■ Records provided:
-- -- --

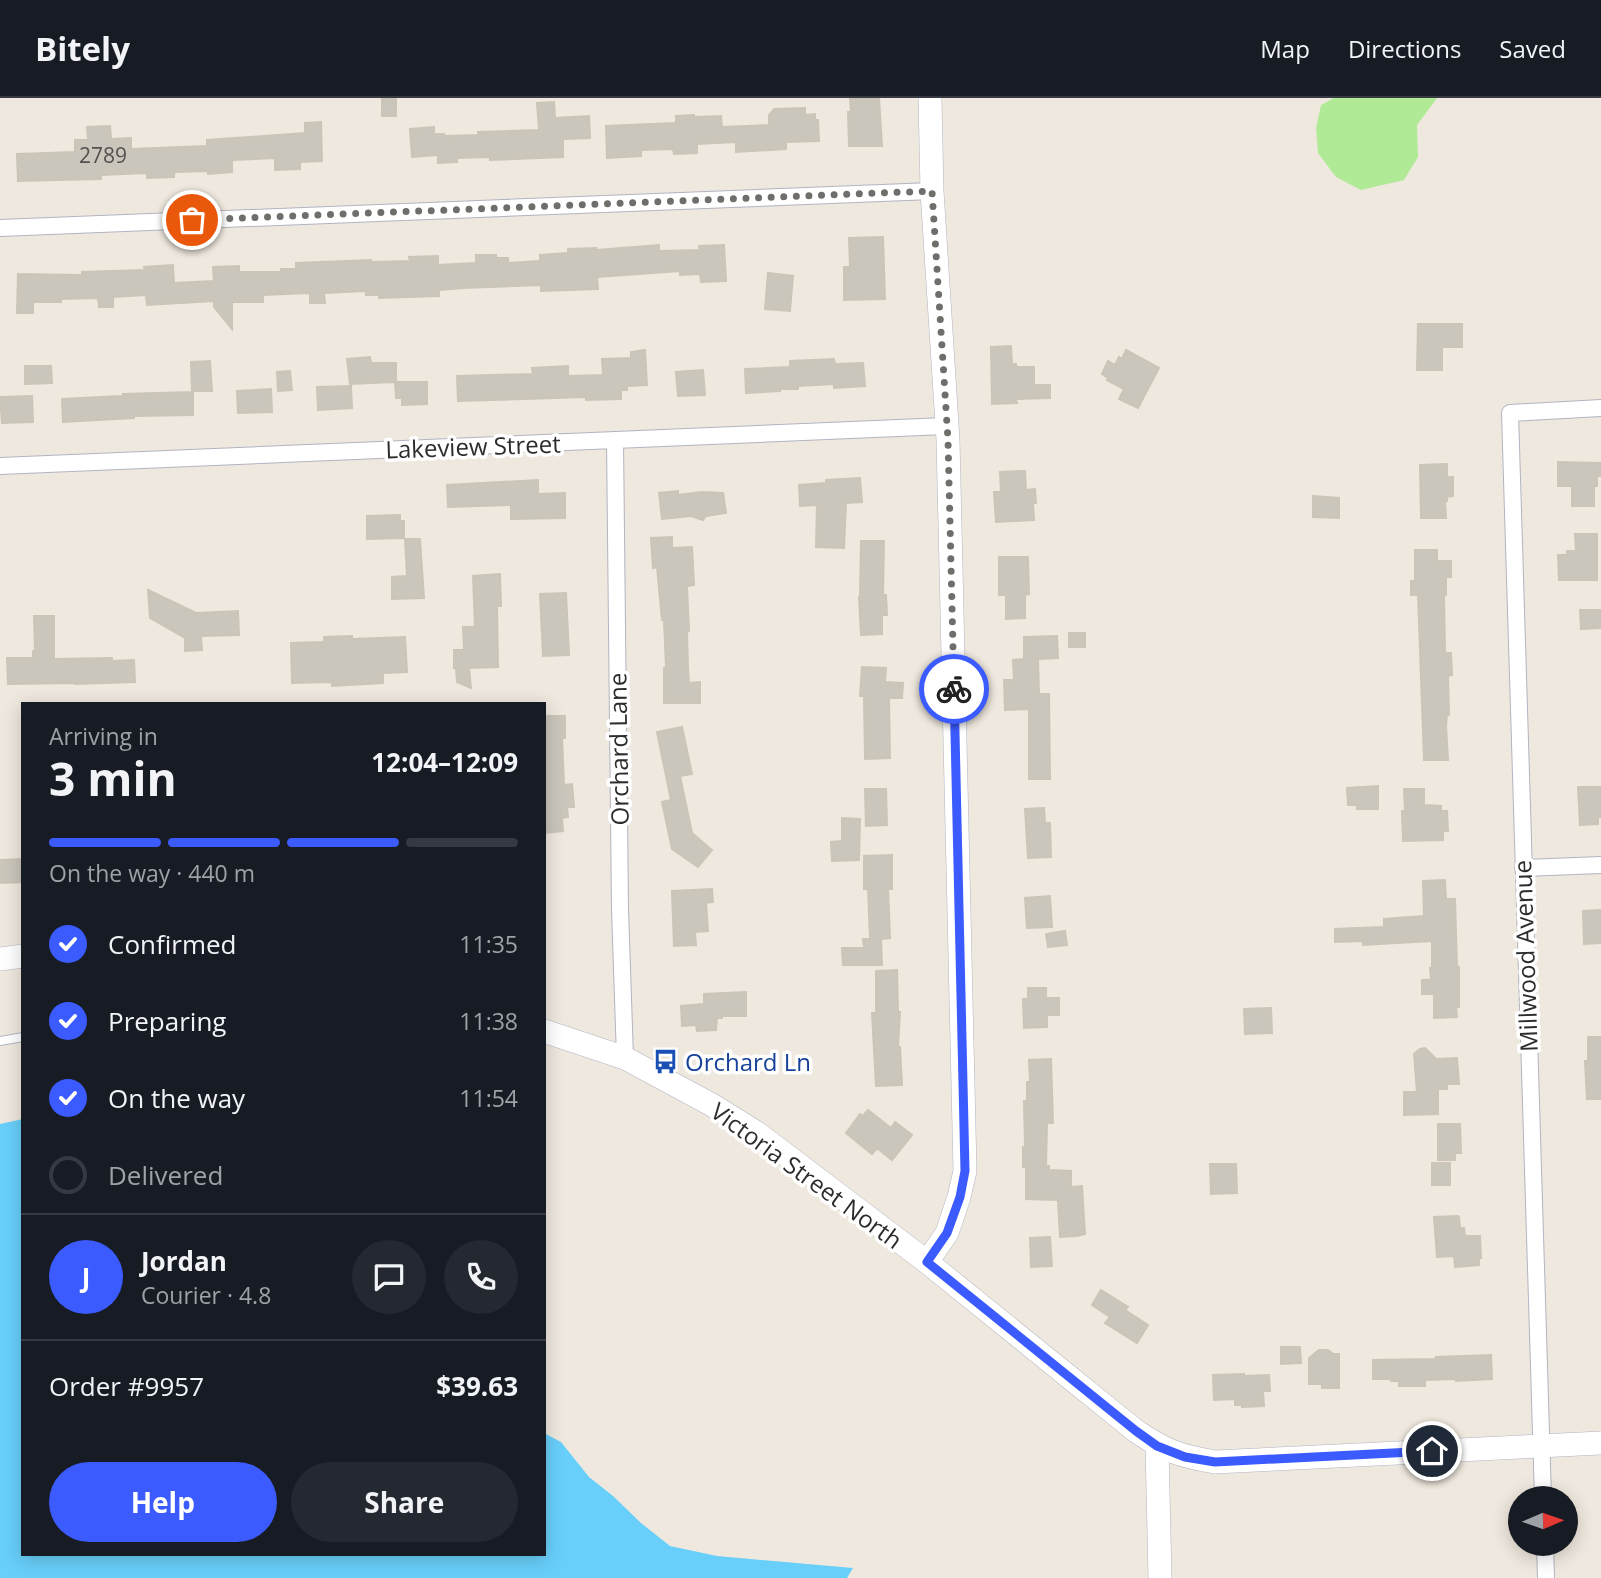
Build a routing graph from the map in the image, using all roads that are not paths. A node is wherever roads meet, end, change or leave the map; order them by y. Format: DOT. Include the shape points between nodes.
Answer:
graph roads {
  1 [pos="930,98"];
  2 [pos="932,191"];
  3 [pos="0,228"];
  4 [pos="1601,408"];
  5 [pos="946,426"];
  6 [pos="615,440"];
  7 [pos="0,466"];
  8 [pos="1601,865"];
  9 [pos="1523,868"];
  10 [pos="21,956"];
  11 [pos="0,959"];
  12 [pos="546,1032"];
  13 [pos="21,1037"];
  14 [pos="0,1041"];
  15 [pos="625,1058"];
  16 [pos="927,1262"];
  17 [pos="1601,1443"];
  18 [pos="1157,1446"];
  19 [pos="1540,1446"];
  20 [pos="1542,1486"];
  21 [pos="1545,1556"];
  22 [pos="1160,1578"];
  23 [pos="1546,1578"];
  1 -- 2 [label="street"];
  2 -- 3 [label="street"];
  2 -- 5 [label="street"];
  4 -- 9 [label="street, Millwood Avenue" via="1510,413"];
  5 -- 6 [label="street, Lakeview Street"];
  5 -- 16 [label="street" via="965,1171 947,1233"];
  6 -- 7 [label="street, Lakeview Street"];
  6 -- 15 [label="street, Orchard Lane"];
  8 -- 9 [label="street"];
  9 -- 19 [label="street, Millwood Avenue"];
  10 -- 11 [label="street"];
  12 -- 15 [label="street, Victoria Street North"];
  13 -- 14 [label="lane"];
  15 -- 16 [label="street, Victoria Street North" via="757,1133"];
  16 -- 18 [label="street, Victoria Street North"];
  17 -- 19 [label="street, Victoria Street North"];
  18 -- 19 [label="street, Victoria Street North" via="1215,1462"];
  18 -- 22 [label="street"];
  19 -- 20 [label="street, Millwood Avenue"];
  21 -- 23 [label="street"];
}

-- -- --

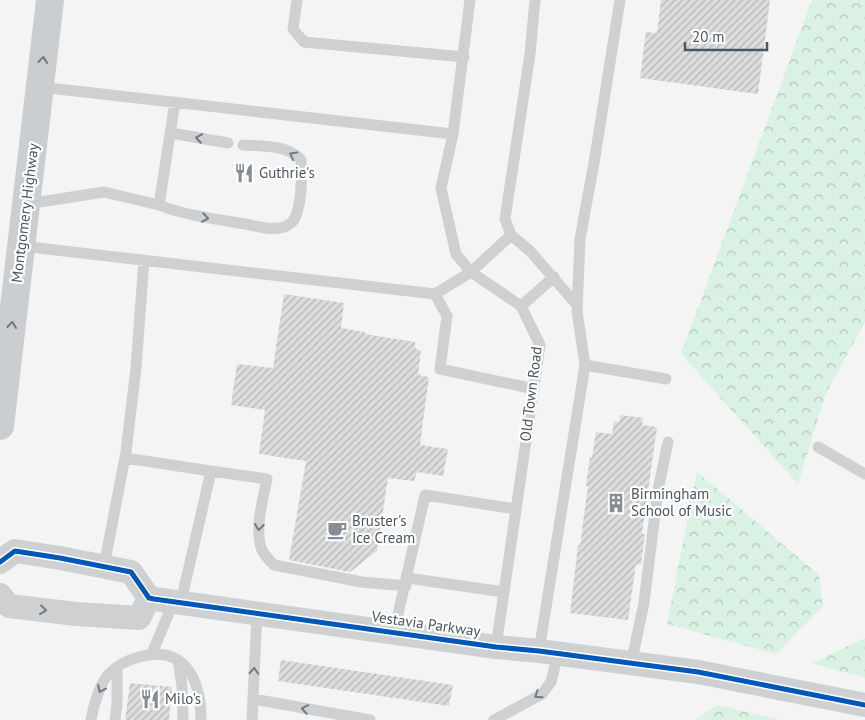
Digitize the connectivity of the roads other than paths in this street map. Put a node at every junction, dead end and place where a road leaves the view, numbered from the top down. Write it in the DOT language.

-- -- --

■ Assignment:
Make a copy of each line in the records that has the word "node".

■ Solution to this problem:
Build a routing graph from the map in the image, using all roads that are not paths. A node is wherever roads meet, end, change or leave the map; order them by y. Format: DOT. Include the shape points between nodes.
Digitize the connectivity of the roads other than paths in this street map. Put a node at every junction, dead end and place where a road leaves the view, numbered from the top down. Write it in the DOT language.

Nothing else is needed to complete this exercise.